Instructions to follow:
Using the data below, work out how many lines contain "Rouen", and report only that number.

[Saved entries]
★ ★ ★ ★
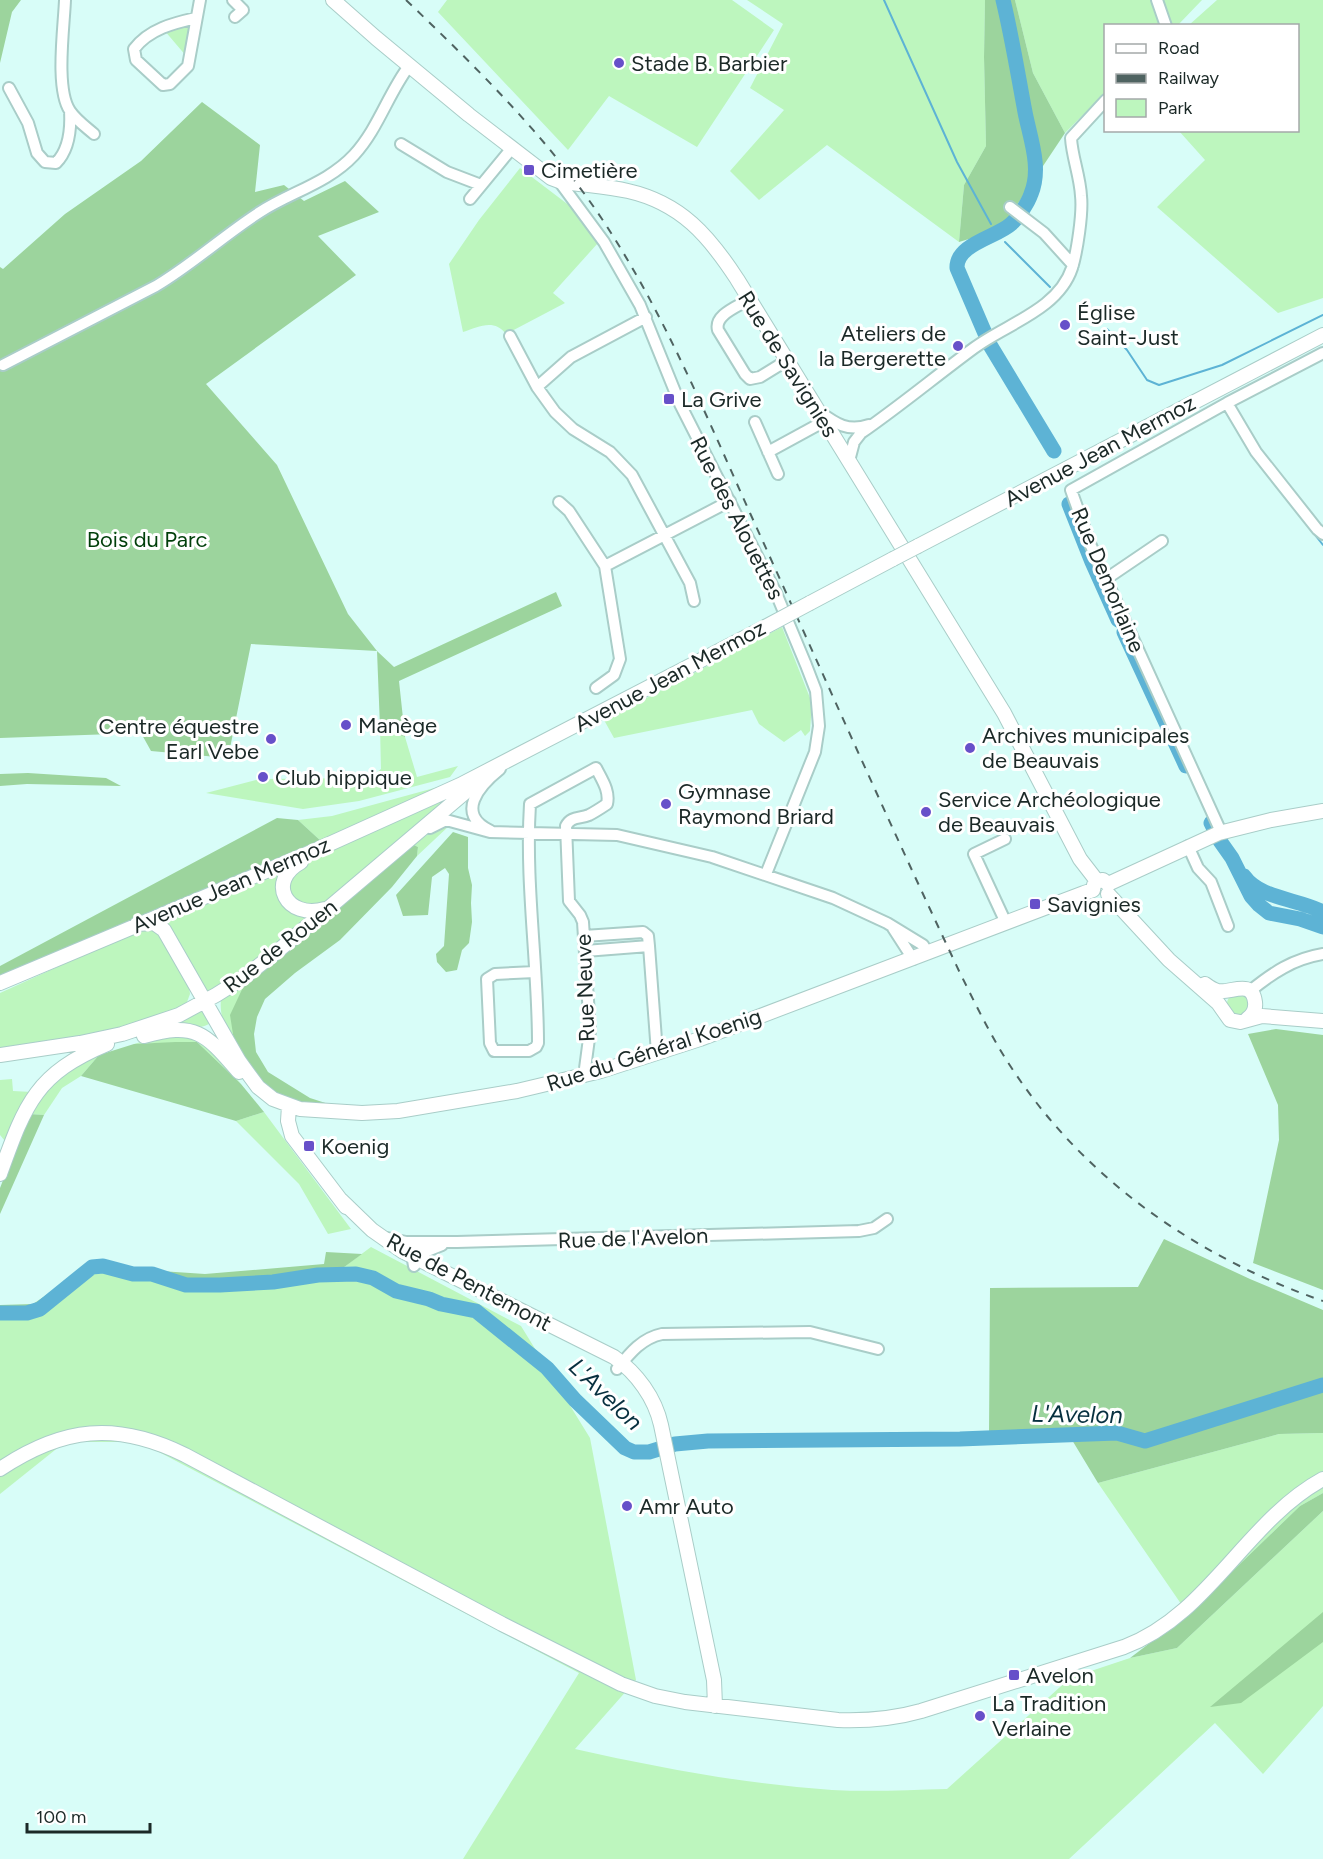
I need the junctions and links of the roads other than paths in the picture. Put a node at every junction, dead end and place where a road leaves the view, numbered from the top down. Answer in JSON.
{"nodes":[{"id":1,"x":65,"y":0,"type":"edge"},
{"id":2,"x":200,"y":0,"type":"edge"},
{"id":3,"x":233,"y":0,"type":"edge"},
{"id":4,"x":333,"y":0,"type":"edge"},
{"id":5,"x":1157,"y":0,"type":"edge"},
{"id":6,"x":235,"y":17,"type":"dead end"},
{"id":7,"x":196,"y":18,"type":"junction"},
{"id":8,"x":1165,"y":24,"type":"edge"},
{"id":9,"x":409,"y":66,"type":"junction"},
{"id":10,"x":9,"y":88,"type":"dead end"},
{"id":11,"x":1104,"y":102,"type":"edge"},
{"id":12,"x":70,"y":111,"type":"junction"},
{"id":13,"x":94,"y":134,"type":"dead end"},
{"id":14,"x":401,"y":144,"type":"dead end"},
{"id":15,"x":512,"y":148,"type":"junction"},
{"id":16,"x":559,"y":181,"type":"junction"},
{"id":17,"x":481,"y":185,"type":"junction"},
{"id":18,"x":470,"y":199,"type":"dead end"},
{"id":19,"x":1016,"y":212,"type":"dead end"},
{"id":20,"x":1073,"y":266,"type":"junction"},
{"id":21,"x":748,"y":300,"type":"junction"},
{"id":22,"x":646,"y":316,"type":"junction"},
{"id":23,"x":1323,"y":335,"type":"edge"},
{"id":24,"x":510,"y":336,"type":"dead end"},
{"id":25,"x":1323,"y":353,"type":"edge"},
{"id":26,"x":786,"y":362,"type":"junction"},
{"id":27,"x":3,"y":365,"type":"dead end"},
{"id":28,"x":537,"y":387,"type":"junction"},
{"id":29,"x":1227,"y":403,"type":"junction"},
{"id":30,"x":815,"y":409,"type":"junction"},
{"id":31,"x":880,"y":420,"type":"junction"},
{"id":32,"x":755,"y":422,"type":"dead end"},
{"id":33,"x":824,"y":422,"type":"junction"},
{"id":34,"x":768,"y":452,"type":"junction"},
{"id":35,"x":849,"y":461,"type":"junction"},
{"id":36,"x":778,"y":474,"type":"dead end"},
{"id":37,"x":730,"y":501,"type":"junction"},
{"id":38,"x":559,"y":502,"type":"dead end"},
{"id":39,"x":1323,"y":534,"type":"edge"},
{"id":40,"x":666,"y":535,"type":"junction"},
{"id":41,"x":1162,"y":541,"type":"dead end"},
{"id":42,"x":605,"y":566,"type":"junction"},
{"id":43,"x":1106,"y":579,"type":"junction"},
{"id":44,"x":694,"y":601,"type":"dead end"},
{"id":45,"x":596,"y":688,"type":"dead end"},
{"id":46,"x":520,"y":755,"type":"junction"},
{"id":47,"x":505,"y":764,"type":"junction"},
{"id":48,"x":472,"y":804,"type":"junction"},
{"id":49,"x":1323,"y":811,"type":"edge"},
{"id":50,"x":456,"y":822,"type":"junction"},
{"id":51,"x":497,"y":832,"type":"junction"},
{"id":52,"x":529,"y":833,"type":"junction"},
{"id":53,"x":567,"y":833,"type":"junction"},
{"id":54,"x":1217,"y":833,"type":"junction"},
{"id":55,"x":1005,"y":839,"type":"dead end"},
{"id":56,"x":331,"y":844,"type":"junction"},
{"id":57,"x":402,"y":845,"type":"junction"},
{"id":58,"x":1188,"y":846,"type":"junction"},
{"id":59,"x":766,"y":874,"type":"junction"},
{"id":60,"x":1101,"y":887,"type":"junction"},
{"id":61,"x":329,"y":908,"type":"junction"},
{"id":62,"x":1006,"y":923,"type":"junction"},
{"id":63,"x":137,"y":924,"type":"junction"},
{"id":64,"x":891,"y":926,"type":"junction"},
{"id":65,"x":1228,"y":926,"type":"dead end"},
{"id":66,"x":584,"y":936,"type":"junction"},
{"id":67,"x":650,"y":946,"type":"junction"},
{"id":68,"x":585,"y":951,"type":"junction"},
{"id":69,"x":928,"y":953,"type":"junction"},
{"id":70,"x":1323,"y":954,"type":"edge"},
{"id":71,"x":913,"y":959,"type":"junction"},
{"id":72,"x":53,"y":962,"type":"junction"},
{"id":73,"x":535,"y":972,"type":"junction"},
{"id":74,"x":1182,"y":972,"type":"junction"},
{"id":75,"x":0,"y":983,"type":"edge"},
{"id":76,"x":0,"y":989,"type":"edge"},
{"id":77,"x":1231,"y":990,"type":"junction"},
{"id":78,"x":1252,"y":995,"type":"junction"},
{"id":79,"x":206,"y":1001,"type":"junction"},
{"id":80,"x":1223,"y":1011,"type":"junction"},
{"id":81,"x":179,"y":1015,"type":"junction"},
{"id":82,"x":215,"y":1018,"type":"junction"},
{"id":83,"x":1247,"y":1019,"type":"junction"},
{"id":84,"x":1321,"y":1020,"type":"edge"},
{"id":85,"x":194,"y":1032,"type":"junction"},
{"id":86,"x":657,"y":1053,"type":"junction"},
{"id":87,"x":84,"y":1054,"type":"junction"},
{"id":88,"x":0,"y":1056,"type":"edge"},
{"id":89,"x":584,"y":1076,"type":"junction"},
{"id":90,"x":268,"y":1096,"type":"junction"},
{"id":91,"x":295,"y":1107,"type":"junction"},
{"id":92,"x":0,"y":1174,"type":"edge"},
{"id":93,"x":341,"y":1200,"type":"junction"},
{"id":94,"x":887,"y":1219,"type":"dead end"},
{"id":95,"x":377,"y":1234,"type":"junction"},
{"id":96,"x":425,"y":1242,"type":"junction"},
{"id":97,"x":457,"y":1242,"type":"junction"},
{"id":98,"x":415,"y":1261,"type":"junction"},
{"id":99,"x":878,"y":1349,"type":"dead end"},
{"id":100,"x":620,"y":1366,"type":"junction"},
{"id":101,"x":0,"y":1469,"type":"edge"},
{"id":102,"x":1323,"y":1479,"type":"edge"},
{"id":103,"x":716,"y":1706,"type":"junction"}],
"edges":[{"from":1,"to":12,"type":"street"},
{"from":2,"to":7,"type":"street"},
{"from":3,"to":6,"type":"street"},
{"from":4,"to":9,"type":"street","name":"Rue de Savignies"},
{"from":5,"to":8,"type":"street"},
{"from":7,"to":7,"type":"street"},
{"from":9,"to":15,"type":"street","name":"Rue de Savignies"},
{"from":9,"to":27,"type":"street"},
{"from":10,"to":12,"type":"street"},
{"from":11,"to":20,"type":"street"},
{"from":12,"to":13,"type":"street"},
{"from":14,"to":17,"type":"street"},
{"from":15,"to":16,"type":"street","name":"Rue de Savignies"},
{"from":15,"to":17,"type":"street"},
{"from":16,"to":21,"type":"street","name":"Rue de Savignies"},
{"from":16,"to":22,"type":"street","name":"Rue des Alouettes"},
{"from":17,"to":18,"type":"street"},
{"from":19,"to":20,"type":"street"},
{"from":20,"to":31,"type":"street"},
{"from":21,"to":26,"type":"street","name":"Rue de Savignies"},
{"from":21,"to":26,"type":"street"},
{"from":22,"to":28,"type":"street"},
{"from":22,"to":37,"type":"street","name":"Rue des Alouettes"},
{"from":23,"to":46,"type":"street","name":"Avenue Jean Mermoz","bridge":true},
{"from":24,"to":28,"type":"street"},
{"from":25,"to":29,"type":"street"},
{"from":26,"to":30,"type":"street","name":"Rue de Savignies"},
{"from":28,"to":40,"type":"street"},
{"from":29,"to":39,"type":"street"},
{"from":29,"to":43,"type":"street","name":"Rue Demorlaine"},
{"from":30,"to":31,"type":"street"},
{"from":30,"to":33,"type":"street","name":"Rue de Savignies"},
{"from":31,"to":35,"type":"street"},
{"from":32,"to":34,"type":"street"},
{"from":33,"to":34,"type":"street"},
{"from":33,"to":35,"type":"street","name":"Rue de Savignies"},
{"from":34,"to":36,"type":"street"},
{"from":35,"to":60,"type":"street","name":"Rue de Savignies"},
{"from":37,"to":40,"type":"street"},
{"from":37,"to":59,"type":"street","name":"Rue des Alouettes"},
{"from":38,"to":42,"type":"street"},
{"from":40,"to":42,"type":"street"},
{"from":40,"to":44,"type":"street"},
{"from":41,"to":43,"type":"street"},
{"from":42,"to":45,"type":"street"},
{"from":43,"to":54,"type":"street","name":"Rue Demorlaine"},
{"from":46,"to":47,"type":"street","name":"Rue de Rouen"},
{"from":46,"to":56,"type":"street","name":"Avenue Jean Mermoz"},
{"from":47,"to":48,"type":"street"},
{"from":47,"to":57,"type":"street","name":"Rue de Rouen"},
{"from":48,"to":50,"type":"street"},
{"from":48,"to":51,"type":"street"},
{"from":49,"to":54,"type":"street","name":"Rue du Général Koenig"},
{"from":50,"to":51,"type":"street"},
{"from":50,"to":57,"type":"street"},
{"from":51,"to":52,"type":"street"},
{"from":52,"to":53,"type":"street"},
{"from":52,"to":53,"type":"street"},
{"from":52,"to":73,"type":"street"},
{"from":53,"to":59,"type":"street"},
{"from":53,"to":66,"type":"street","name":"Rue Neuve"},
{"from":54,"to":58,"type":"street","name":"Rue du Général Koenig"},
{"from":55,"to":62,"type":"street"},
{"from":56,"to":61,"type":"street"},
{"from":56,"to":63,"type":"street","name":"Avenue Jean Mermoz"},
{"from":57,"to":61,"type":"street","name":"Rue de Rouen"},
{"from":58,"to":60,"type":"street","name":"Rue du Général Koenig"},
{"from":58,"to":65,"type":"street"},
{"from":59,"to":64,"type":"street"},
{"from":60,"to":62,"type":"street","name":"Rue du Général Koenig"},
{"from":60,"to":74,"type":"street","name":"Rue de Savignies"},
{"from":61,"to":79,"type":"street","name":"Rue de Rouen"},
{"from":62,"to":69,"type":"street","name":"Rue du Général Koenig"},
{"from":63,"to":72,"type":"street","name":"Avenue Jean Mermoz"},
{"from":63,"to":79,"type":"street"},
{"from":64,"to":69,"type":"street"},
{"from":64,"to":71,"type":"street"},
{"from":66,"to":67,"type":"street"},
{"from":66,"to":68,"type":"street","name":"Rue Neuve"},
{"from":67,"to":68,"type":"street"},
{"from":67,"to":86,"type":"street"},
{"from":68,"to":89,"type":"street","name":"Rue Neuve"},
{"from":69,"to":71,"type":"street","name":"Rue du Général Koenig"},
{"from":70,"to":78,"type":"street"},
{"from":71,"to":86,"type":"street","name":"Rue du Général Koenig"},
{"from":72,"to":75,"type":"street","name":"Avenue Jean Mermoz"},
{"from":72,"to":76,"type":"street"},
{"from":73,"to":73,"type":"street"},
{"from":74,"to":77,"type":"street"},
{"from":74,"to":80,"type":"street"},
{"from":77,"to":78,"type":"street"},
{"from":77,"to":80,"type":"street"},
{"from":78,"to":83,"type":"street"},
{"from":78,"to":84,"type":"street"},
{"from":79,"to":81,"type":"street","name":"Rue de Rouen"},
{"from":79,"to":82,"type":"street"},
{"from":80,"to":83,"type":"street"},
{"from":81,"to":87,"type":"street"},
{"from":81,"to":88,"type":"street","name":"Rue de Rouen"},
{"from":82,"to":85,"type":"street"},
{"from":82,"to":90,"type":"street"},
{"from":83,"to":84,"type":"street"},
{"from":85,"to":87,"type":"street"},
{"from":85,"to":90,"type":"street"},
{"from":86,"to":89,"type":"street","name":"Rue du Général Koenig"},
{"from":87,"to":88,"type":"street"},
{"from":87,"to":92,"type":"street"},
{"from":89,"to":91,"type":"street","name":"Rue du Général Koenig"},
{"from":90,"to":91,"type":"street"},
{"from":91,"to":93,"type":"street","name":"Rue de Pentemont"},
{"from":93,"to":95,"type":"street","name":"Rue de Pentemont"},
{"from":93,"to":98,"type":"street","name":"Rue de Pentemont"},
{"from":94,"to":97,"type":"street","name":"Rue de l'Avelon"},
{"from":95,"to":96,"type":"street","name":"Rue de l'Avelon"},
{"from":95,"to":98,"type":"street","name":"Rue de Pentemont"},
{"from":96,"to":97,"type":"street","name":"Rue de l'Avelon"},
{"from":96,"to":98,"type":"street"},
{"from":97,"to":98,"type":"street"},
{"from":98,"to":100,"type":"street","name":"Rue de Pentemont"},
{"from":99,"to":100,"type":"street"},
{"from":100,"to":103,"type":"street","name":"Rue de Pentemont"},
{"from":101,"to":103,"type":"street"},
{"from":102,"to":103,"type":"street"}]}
★ ★ ★ ★
Result for this task:
6